On the face of it, Northern Ireland has had a strong employment recovery. Indeed, last week we found out for the first time that Northern Ireland had surpassed its pre-downturn employment peak. This happened in the first quarter of 2016, and employment growth continued throughout last year.
In terms of the detail, we’ve seen a net gain of over 54,000 jobs during the last five years – that’s an increase of eight percent.
However, as always with economists, there is a ‘but’. First of all, the UK as a whole surpassed its pre-recession jobs peak two years earlier than Northern Ireland.
And when we look beneath the surface, there is great variation between the performance of sectors; for instance, construction and manufacturing, which are major employers, still employ far fewer people now than they did before the downturn.
The services sector is where the most jobs have been generated. Indeed, services employment has never been higher.
But again, this is a vast sector with many sub-sections, and includes jobs that range from a barista to a barrister.
In the past, areas such as retail and food and drink outlets, have been the drivers of service sector employment growth. But in the economic context we now currently face, it is clear that these more consumer-sensitive sectors are not going to be the job-creators they once were – this is particularly the case for retail, which is also facing challenge from technology (e.g. online shopping).
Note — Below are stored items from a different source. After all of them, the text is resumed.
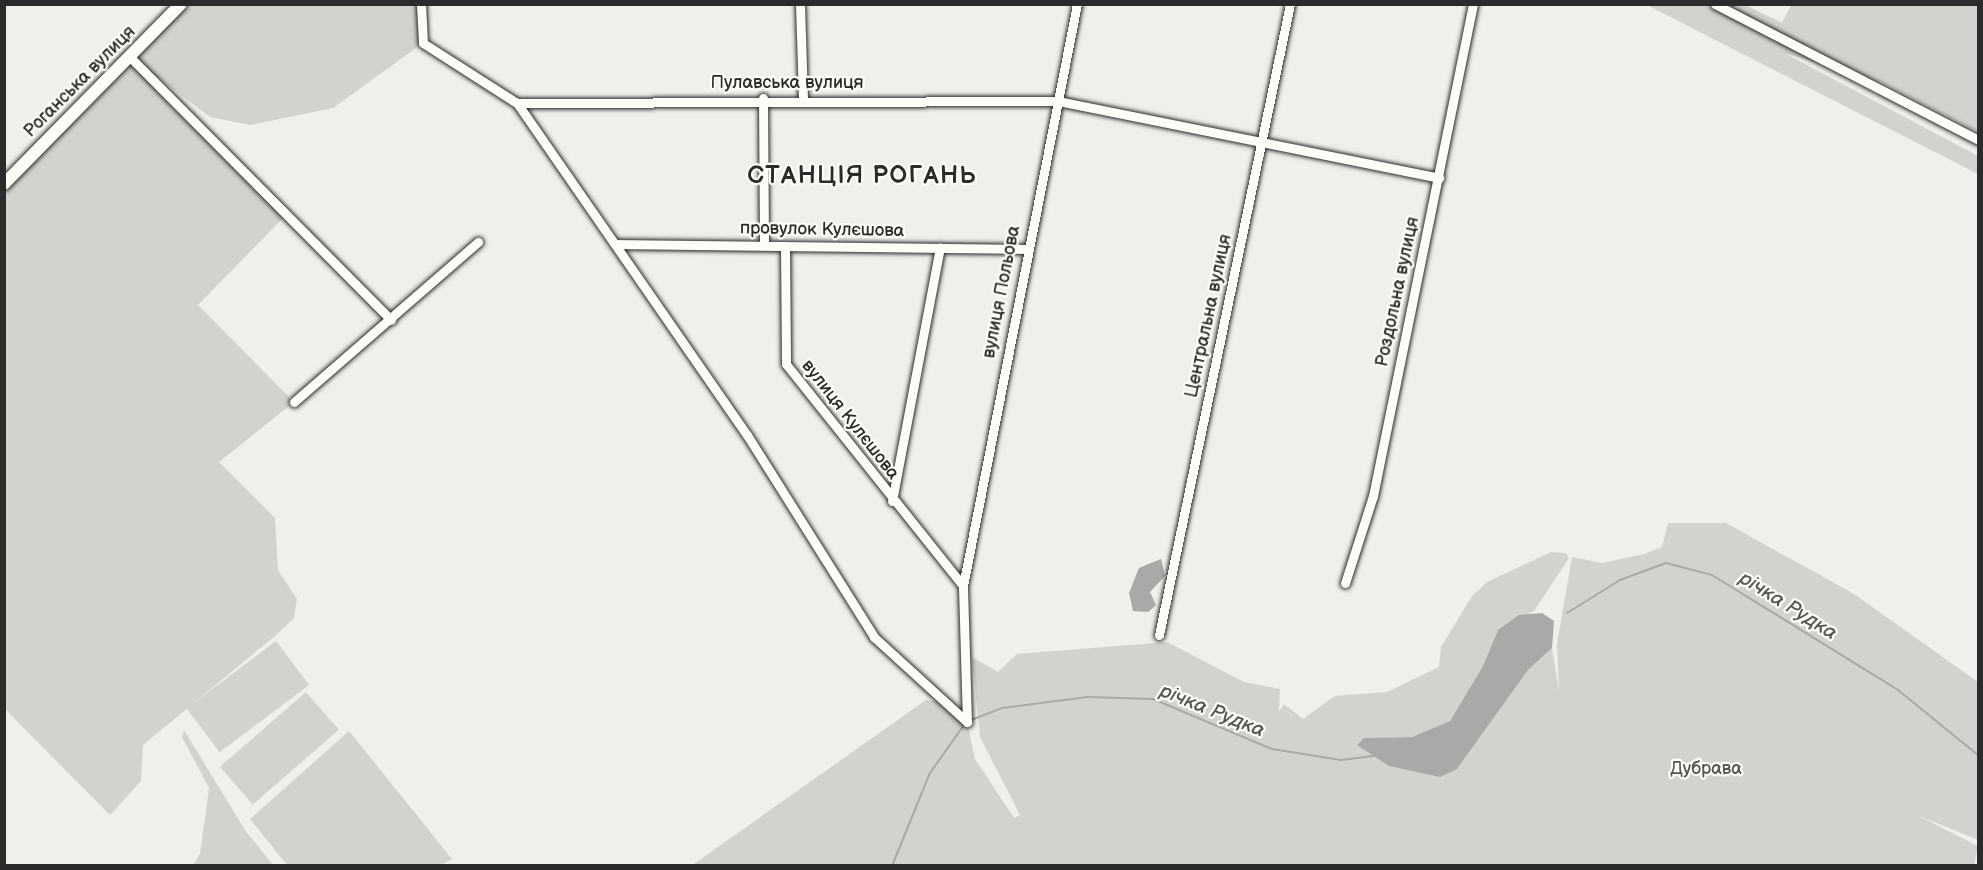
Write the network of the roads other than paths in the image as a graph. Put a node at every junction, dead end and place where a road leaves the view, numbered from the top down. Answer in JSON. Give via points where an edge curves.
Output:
{"nodes":[{"id":1,"x":181,"y":4,"type":"edge"},
{"id":2,"x":421,"y":4,"type":"edge"},
{"id":3,"x":800,"y":4,"type":"edge"},
{"id":4,"x":1077,"y":4,"type":"edge"},
{"id":5,"x":1290,"y":4,"type":"edge"},
{"id":6,"x":1473,"y":4,"type":"edge"},
{"id":7,"x":1715,"y":4,"type":"edge"},
{"id":8,"x":131,"y":58,"type":"junction"},
{"id":9,"x":763,"y":98,"type":"junction"},
{"id":10,"x":803,"y":98,"type":"junction"},
{"id":11,"x":1058,"y":101,"type":"junction"},
{"id":12,"x":517,"y":103,"type":"junction"},
{"id":13,"x":1978,"y":140,"type":"edge"},
{"id":14,"x":1262,"y":145,"type":"junction"},
{"id":15,"x":1439,"y":178,"type":"junction"},
{"id":16,"x":4,"y":184,"type":"edge"},
{"id":17,"x":478,"y":242,"type":"dead end"},
{"id":18,"x":617,"y":244,"type":"junction"},
{"id":19,"x":764,"y":246,"type":"junction"},
{"id":20,"x":785,"y":246,"type":"junction"},
{"id":21,"x":940,"y":248,"type":"junction"},
{"id":22,"x":1027,"y":249,"type":"junction"},
{"id":23,"x":391,"y":320,"type":"junction"},
{"id":24,"x":294,"y":402,"type":"dead end"},
{"id":25,"x":892,"y":501,"type":"junction"},
{"id":26,"x":1345,"y":583,"type":"dead end"},
{"id":27,"x":963,"y":586,"type":"junction"},
{"id":28,"x":1159,"y":634,"type":"dead end"}],
"edges":[{"from":1,"to":8,"type":"main road","name":"Роганська вулиця"},
{"from":2,"to":12,"type":"street","via":[[423,43]]},
{"from":3,"to":10,"type":"street"},
{"from":4,"to":11,"type":"street","name":"вулиця Польова"},
{"from":5,"to":14,"type":"street","name":"Центральна вулиця"},
{"from":6,"to":15,"type":"street","name":"Роздольна вулиця"},
{"from":7,"to":13,"type":"street"},
{"from":8,"to":16,"type":"main road","name":"Роганська вулиця"},
{"from":8,"to":23,"type":"street"},
{"from":9,"to":10,"type":"street","name":"Пулавська вулиця"},
{"from":9,"to":12,"type":"street","name":"Пулавська вулиця"},
{"from":9,"to":19,"type":"street"},
{"from":10,"to":11,"type":"street","name":"Пулавська вулиця"},
{"from":11,"to":14,"type":"street","name":"Пулавська вулиця"},
{"from":11,"to":22,"type":"street","name":"вулиця Польова"},
{"from":12,"to":18,"type":"street"},
{"from":14,"to":15,"type":"street","name":"Пулавська вулиця"},
{"from":14,"to":28,"type":"street","name":"Центральна вулиця"},
{"from":15,"to":26,"type":"street","name":"Роздольна вулиця","via":[[1373,496]]},
{"from":17,"to":23,"type":"street"},
{"from":18,"to":19,"type":"street","name":"провулок Кулєшова"},
{"from":18,"to":27,"type":"street","name":"вулиця Польова","via":[[747,435],[874,638],[967,722]]},
{"from":19,"to":20,"type":"street","name":"провулок Кулєшова"},
{"from":20,"to":21,"type":"street","name":"провулок Кулєшова"},
{"from":20,"to":25,"type":"street","name":"вулиця Кулєшова","via":[[786,364]]},
{"from":21,"to":22,"type":"street","name":"провулок Кулєшова"},
{"from":21,"to":25,"type":"street"},
{"from":22,"to":27,"type":"street","name":"вулиця Польова"},
{"from":23,"to":24,"type":"street"},
{"from":25,"to":27,"type":"street","name":"вулиця Кулєшова"}]}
Newer industries such as computer programming, which have been contributing more and more jobs in recent years, are going to have to be the main job-creators of the future. Indeed, the number of programmers in Northern Ireland increased in the past two years by around 1,800. That’s the total number of computer programmers there were in Northern Ireland 20 years ago. Back then, there was just one computer programmer for every 50 jobs in the retail trade, compared to one for every 11 today.
The scale of the challenge is evident though in the fact that in recent years. the food & beverage services and retail sectors have been creating three-to-four times this number of jobs as the IT sector – albeit that they are lower value jobs and a higher proportion of them are part-time.
Employment within the retail trade increased by over 40 percent between 1997 and 2007. Overall, the last 10 years has been something of a lost decade for retail employment, however, this conceals a sharp recession post 2007 and a strong recovery over the past few years.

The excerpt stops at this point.